Carly’s grandfather was with the 55th/53rd Battalion in World War II, serving in Bougainville and Rabaul. To honour this, Carly’s added the Unit’s Colour Patch to her Perentie’s doors. Such family history adds an extra level of affection for this camo-painted 110, and Carly brushes off worries about ride comfort, engine noise, no power steering, potentially leaking canvas back and lack of creature comforts in the cabin. What she does have is an incredibly capable off-roader with ample room for sleeping in a tray originally built to carry six members of the military.

Fairly minor things were needed to have it roadworthy in Queensland.
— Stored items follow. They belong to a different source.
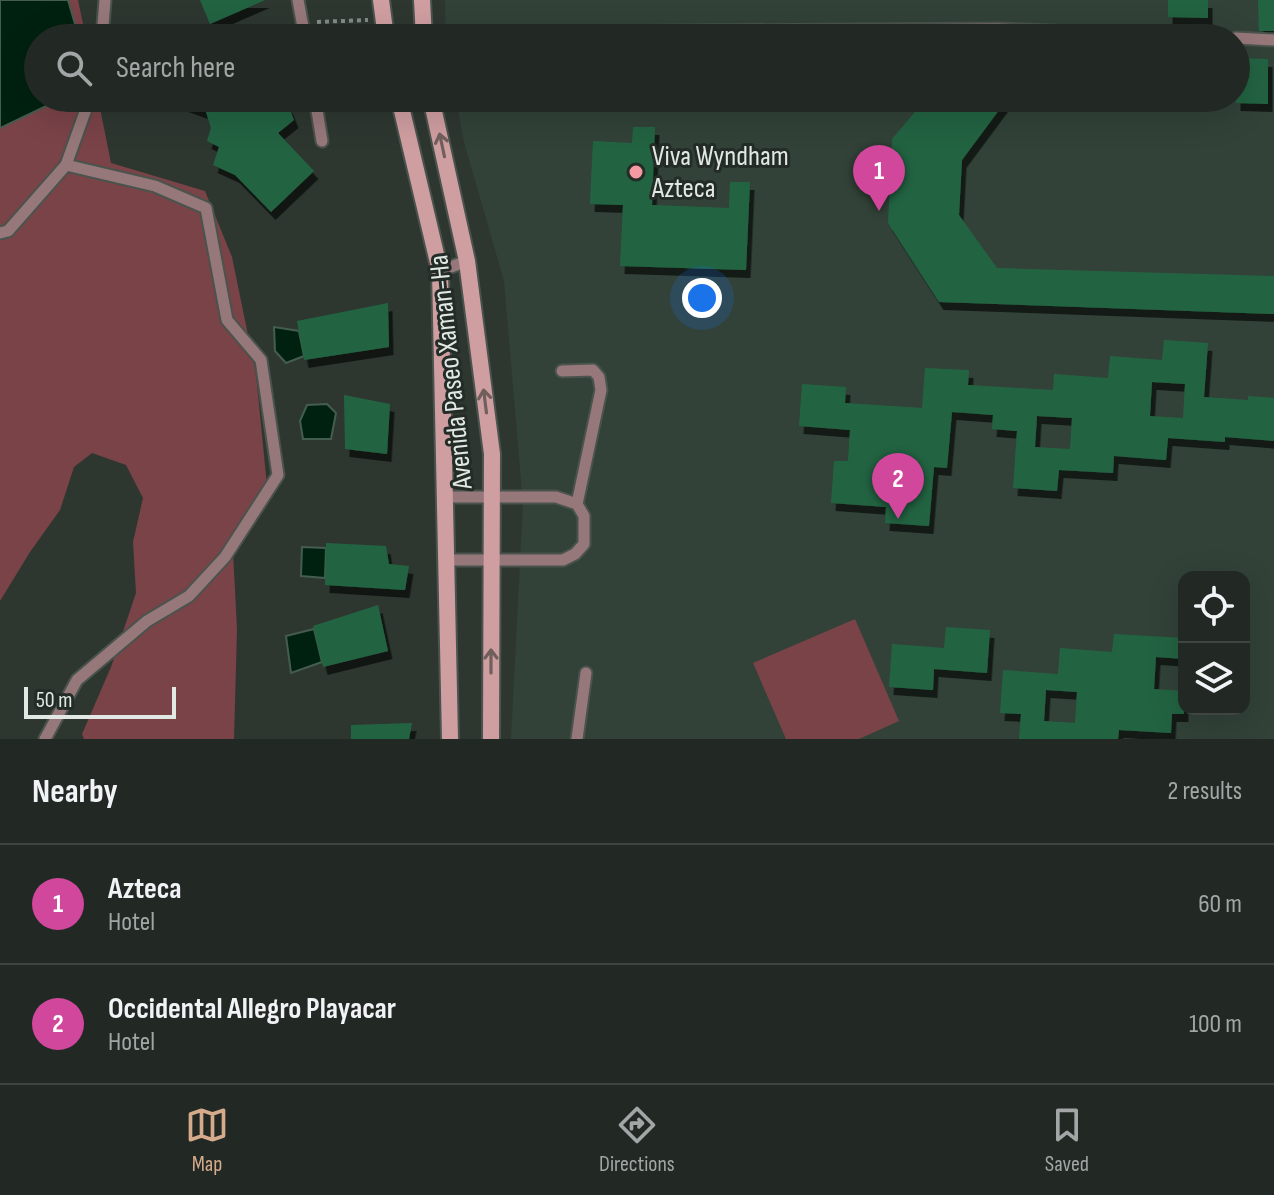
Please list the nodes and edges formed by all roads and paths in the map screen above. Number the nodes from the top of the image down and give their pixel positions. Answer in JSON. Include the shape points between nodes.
{"nodes":[{"id":1,"x":105,"y":0,"type":"edge"},
{"id":2,"x":298,"y":0,"type":"edge"},
{"id":3,"x":381,"y":0,"type":"edge"},
{"id":4,"x":422,"y":0,"type":"edge"},
{"id":5,"x":384,"y":19,"type":"junction"},
{"id":6,"x":302,"y":23,"type":"joint"},
{"id":7,"x":103,"y":24,"type":"edge"},
{"id":8,"x":385,"y":24,"type":"edge"},
{"id":9,"x":423,"y":24,"type":"edge"},
{"id":10,"x":1250,"y":39,"type":"edge"},
{"id":11,"x":1274,"y":40,"type":"edge"},
{"id":12,"x":85,"y":112,"type":"edge"},
{"id":13,"x":317,"y":112,"type":"edge"},
{"id":14,"x":402,"y":112,"type":"edge"},
{"id":15,"x":434,"y":112,"type":"edge"},
{"id":16,"x":322,"y":141,"type":"dead end"},
{"id":17,"x":66,"y":165,"type":"junction"},
{"id":18,"x":0,"y":233,"type":"edge"},
{"id":19,"x":467,"y":261,"type":"junction"},
{"id":20,"x":440,"y":271,"type":"junction"},
{"id":21,"x":562,"y":371,"type":"dead end"},
{"id":22,"x":492,"y":495,"type":"junction"},
{"id":23,"x":444,"y":497,"type":"junction"},
{"id":24,"x":577,"y":504,"type":"junction"},
{"id":25,"x":491,"y":559,"type":"junction"},
{"id":26,"x":445,"y":560,"type":"junction"},
{"id":27,"x":586,"y":673,"type":"dead end"},
{"id":28,"x":45,"y":739,"type":"edge"},
{"id":29,"x":450,"y":739,"type":"edge"},
{"id":30,"x":491,"y":739,"type":"edge"},
{"id":31,"x":577,"y":739,"type":"edge"}],
"edges":[{"from":1,"to":7,"type":"lane"},
{"from":2,"to":6,"type":"lane"},
{"from":3,"to":5,"type":"main road"},
{"from":4,"to":9,"type":"main road"},
{"from":5,"to":6,"type":"path"},
{"from":5,"to":8,"type":"main road"},
{"from":10,"to":11,"type":"lane"},
{"from":12,"to":17,"type":"lane"},
{"from":13,"to":16,"type":"lane"},
{"from":14,"to":20,"type":"main road","name":"Avenida Paseo Xaman-Ha"},
{"from":19,"to":15,"type":"main road","name":"Avenida Paseo Xaman-Ha","one_way":true},
{"from":17,"to":18,"type":"lane","via":[[8,231]]},
{"from":17,"to":28,"type":"lane","via":[[155,186],[206,208],[227,320],[261,360],[278,475],[225,557],[189,596],[147,621],[77,680]]},
{"from":19,"to":20,"type":"lane"},
{"from":22,"to":19,"type":"main road","name":"Avenida Paseo Xaman-Ha","one_way":true,"via":[[492,454]]},
{"from":20,"to":23,"type":"main road","name":"Avenida Paseo Xaman-Ha"},
{"from":21,"to":24,"type":"lane","via":[[593,370],[601,390]]},
{"from":22,"to":23,"type":"lane"},
{"from":22,"to":24,"type":"lane","via":[[556,497]]},
{"from":22,"to":25,"type":"main road","name":"Avenida Paseo Xaman-Ha"},
{"from":23,"to":26,"type":"main road","name":"Avenida Paseo Xaman-Ha"},
{"from":24,"to":25,"type":"lane","via":[[584,516],[584,544],[575,554],[563,560]]},
{"from":25,"to":26,"type":"lane"},
{"from":30,"to":25,"type":"main road","name":"Avenida Paseo Xaman-Ha","one_way":true},
{"from":26,"to":29,"type":"main road","name":"Avenida Paseo Xaman-Ha"},
{"from":27,"to":31,"type":"lane"}]}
A transfer case rear seal and driver’s side mirror needed replacing, so Carly teamed up with her engineer father to do the required work as parts are easy to come by. They fitted a new front prop shaft found at Queensland specialist British Off Road, she’s used marine ply and marine carpeting to create the bespoke built-in for camping, and even in wind and rain Carly says it’s cosy, leak-free and spacious enough for a double air bed mattress. “For sand driving to the camp site I just dropped the tyres to 21psi and it went straight through soft sand and over some fallen tree trunks,” she said. “It’s really easy to drive off-road and so very, very capable.”

On road is a bit less comfort zone for a Perentie. “It just about goes around a roundabout, you have to lean on the steering wheel a little,” she said. “It gets up to speed alright, but I don’t push it over 100km/h. I never drive this car when I’m in a hurry. I like being higher off the road, there’s plenty of movement and roll, and with the canvas flapping away behind you there’s no point having a radio.” Which of course, it doesn’t. Or air conditioning. “You’ve got two vents in front of you…just go faster and it gets stronger!”

What adds to the personality of Carly’s Perentie are its lived-in looks. Having served in war zones you wouldn’t expect it to be a shiny showroom special, so the little dents and paint imperfections are appreciated.

Fit for purpose too, with Jerry can latched to the rear, dust-sealed storage bins built into the body and pickaxe, axe and shovel mounted to the bonnet. With that giant bull bar as well, as a pedestrian if you’re going to be hit by any vehicle, Carly’s Perentie would be bottom of your list.

So what’s next for this Perentie? Carly’s still enjoying a honeymoon period with her Army vet, but she’s planning to work on the steering and is keen on a few cosmetic touch-ups. “There’s a battle in my head if I’ll keep the camo paint or to go back to the Olive that’s underneath, as seen in the cabin. I also want to find a way of getting my Postie bike into the back of it. The wheels fit perfectly into the Jerry can holders, but getting it up there is a challenge for one girl!”

There’s also the 2020 Anzac Parade. Carly bought the Perentie a few weeks before last year’s parade, had just fitted her grandfather’s colours to the door, and was all lined up ready to go when the engine refused to fire. “Turns out it was the EDIC, literally one of the only slightly computerised things in the car, and it let me down. It had collected rain in the plastic baggie the EDIC sits in, the fuse went and there was a melting plastic smell. We had the fire extinguisher to hand, just as the parade was starting. Really disappointing, but it’s ready for a comeback in 2020.”

Perentie ownership may not be the easiest thing in the world, but it’ll never be boring and Carly has huge affection for her military hero. From serving overseas to serving as personality-packed camping 4×4 and road cruiser that’ll always turn heads. The inevitable little (and sometimes big) mechanical jobs needed to stop it going AWOL will guarantee an ongoing project, but keeping it alive and in use are the least this war hero deserves.